Tarifas oficiais (ingressos/entrada) para entrar no PN Everglades.
Carro particular ou embarcação: $30.00
Motocicletas: $25.00
Pedestre /Ciclista/embarcação a remo: $15.00
Válido por sete dias em todas as entradas do Parque. Para pessoa individual que entra a pé ou bicicleta. Visitantes com 15 anos ou menos são admitidos gratuitamente!
Õnibus e vans não comerciais
Para grupos não-comerciais (igrejas, escoteiros, grupo de jovens, clubes etc viajando em veículos acima de 16 pessoas pagam $15/pessoa.
Entrada para empresas comerciais
Define-se um tour comercial como pessoas viajando em um itinerário-pacote, cotado ou vendido para propósitos recreacionais por uma organização que retira ganhos financeiros ao providenciar o serviço. A entradas são cobradas Segundo a capacidade do veículo. A entrada comercial é válida por 7 dias desde que os passageiros sejam os mesmos.
Ônibus (26 ou mais passageiros): US$200.00
Micro ônibus (16 - 25 passageirsos): $100.00
Van (7 - 15 passageiros): US$75.00
Veículo privativo de turismo (1-6 passageiros): US$25.00 pelo carro mais US$15 por cliente
Passe anual: US$55.00
Este passe anual é válido por 12 meses a partir da data da compra e vale para visitas ilimitadas ao Parque.
Camping selvagem (Sweetwater Chickee wilderness campsite) Ótimo para fotógrafos e observadores da natureza.

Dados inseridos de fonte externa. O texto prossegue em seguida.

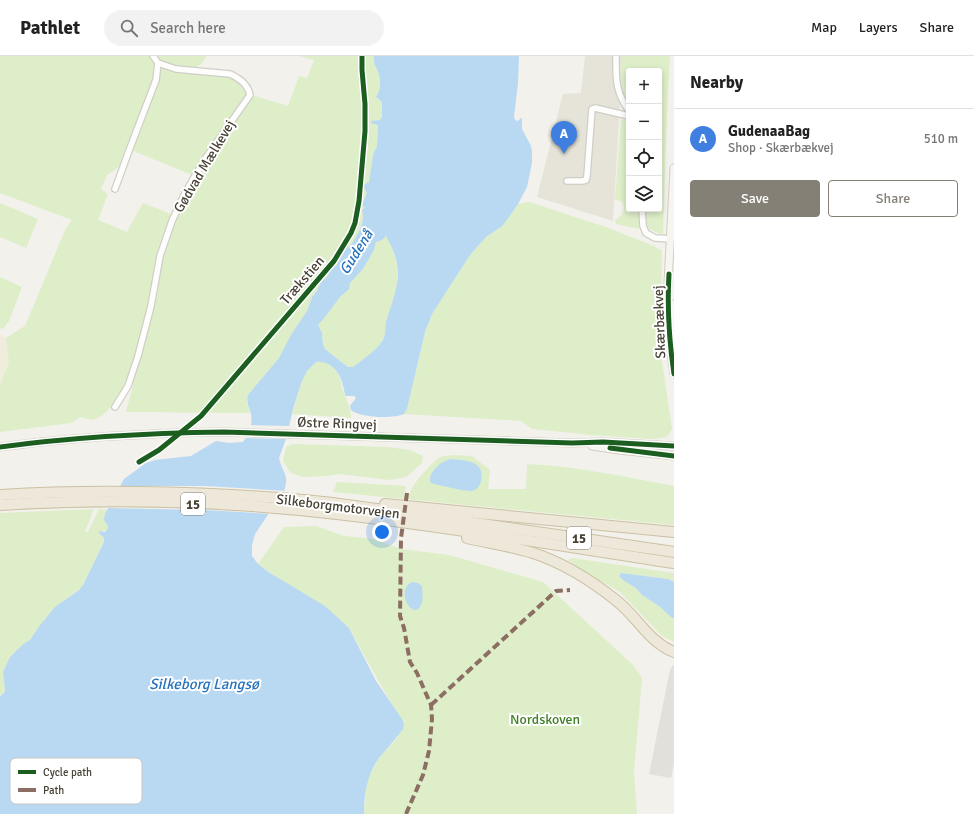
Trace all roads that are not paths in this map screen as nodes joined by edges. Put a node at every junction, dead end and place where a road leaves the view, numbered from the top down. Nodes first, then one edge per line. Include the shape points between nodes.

Para ficar aqui cobra-se uma taxa administrativa de US$25 e mais US$ 2.00 por pessoas por dia (foto Jane Gamble / NPS) |
Há muitas outras diferenças entre a realidade brasileira e a americana. Poderemos voltar ao assunto se houver necessidade.
Na foto de Jane Gamble. mais uma imagem do camping selvagem. O casal que aí está acampado pagou US25 para manter a estrutura mais US$ 4.00 ou dois por cabeça por dia |
In Memoriam
Esta nota é dedicada a James Kenneth Nesbitt, de Clewiston (FLA), um daqueles pilotos de capoeira (bush pilot) que só a Flórida produz, morto em acidente com seu Piper Cub nas proximidades do PN Everglades em 23/02/1990. Com ele estava Angela Atkinson, 15 anos, de uma família amiga de Fort Myers também na Flórida. O piloto veterano me encantava com suas histórias e aventuras no complexo de reservas, parques, capinzais e água na Flórida - que é, muito mais que Miami, Orlando e a Disney (pronto protesto feito). Uma das histórias dele foi uma que lamentava o cancelamento de um voo, porque, enquanto ele ia buscar o cliente, uma vaca comeu parte do tecido da fuselagem do avião (por causa da laca usada). Grande Ken!